**** Records for the task

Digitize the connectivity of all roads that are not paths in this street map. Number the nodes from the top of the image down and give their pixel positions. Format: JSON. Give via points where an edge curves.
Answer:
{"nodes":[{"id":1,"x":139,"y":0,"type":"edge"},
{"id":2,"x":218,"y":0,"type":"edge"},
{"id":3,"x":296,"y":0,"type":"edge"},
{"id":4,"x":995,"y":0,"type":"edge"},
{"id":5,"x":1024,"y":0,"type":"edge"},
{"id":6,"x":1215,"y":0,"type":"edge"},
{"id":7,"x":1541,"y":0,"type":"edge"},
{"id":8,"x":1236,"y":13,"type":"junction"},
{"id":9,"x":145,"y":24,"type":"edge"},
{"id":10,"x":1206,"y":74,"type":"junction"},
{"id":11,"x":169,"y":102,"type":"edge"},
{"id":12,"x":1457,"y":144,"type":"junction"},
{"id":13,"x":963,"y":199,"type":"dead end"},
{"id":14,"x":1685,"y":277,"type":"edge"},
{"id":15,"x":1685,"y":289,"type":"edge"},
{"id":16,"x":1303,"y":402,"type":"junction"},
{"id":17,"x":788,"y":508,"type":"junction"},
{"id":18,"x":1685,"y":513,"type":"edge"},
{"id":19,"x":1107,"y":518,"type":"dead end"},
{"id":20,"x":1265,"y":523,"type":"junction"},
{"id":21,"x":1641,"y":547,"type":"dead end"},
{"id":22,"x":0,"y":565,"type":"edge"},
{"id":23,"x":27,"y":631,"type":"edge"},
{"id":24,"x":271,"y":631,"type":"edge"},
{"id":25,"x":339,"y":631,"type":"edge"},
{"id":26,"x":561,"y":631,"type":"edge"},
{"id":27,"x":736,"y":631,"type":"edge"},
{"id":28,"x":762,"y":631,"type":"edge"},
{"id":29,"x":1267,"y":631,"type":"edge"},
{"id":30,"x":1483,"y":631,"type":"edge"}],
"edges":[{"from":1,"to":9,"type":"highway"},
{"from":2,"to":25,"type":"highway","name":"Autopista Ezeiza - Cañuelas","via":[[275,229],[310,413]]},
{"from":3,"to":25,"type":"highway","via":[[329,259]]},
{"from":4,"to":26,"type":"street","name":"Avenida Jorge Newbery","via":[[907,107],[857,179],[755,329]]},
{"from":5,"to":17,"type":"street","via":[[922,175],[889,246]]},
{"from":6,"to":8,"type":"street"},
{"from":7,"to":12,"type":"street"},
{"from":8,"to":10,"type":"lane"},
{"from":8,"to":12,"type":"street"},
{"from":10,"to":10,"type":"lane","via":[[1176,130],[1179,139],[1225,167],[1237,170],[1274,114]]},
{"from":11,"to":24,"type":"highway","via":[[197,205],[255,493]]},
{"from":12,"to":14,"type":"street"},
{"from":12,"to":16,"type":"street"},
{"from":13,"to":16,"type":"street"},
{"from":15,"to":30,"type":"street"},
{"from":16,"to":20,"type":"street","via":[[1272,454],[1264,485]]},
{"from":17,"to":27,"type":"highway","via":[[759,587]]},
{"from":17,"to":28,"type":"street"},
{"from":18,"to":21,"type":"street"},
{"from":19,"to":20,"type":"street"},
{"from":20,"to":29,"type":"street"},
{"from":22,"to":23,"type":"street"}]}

********

* [Exercise brief]:
The records above are to be duplicated word for word.

* [Response area]:
Digitize the connectivity of all roads that are not paths in this street map. Number the nodes from the top of the image down and give their pixel positions. Format: JSON. Give via points where an edge curves.
Answer:
{"nodes":[{"id":1,"x":139,"y":0,"type":"edge"},
{"id":2,"x":218,"y":0,"type":"edge"},
{"id":3,"x":296,"y":0,"type":"edge"},
{"id":4,"x":995,"y":0,"type":"edge"},
{"id":5,"x":1024,"y":0,"type":"edge"},
{"id":6,"x":1215,"y":0,"type":"edge"},
{"id":7,"x":1541,"y":0,"type":"edge"},
{"id":8,"x":1236,"y":13,"type":"junction"},
{"id":9,"x":145,"y":24,"type":"edge"},
{"id":10,"x":1206,"y":74,"type":"junction"},
{"id":11,"x":169,"y":102,"type":"edge"},
{"id":12,"x":1457,"y":144,"type":"junction"},
{"id":13,"x":963,"y":199,"type":"dead end"},
{"id":14,"x":1685,"y":277,"type":"edge"},
{"id":15,"x":1685,"y":289,"type":"edge"},
{"id":16,"x":1303,"y":402,"type":"junction"},
{"id":17,"x":788,"y":508,"type":"junction"},
{"id":18,"x":1685,"y":513,"type":"edge"},
{"id":19,"x":1107,"y":518,"type":"dead end"},
{"id":20,"x":1265,"y":523,"type":"junction"},
{"id":21,"x":1641,"y":547,"type":"dead end"},
{"id":22,"x":0,"y":565,"type":"edge"},
{"id":23,"x":27,"y":631,"type":"edge"},
{"id":24,"x":271,"y":631,"type":"edge"},
{"id":25,"x":339,"y":631,"type":"edge"},
{"id":26,"x":561,"y":631,"type":"edge"},
{"id":27,"x":736,"y":631,"type":"edge"},
{"id":28,"x":762,"y":631,"type":"edge"},
{"id":29,"x":1267,"y":631,"type":"edge"},
{"id":30,"x":1483,"y":631,"type":"edge"}],
"edges":[{"from":1,"to":9,"type":"highway"},
{"from":2,"to":25,"type":"highway","name":"Autopista Ezeiza - Cañuelas","via":[[275,229],[310,413]]},
{"from":3,"to":25,"type":"highway","via":[[329,259]]},
{"from":4,"to":26,"type":"street","name":"Avenida Jorge Newbery","via":[[907,107],[857,179],[755,329]]},
{"from":5,"to":17,"type":"street","via":[[922,175],[889,246]]},
{"from":6,"to":8,"type":"street"},
{"from":7,"to":12,"type":"street"},
{"from":8,"to":10,"type":"lane"},
{"from":8,"to":12,"type":"street"},
{"from":10,"to":10,"type":"lane","via":[[1176,130],[1179,139],[1225,167],[1237,170],[1274,114]]},
{"from":11,"to":24,"type":"highway","via":[[197,205],[255,493]]},
{"from":12,"to":14,"type":"street"},
{"from":12,"to":16,"type":"street"},
{"from":13,"to":16,"type":"street"},
{"from":15,"to":30,"type":"street"},
{"from":16,"to":20,"type":"street","via":[[1272,454],[1264,485]]},
{"from":17,"to":27,"type":"highway","via":[[759,587]]},
{"from":17,"to":28,"type":"street"},
{"from":18,"to":21,"type":"street"},
{"from":19,"to":20,"type":"street"},
{"from":20,"to":29,"type":"street"},
{"from":22,"to":23,"type":"street"}]}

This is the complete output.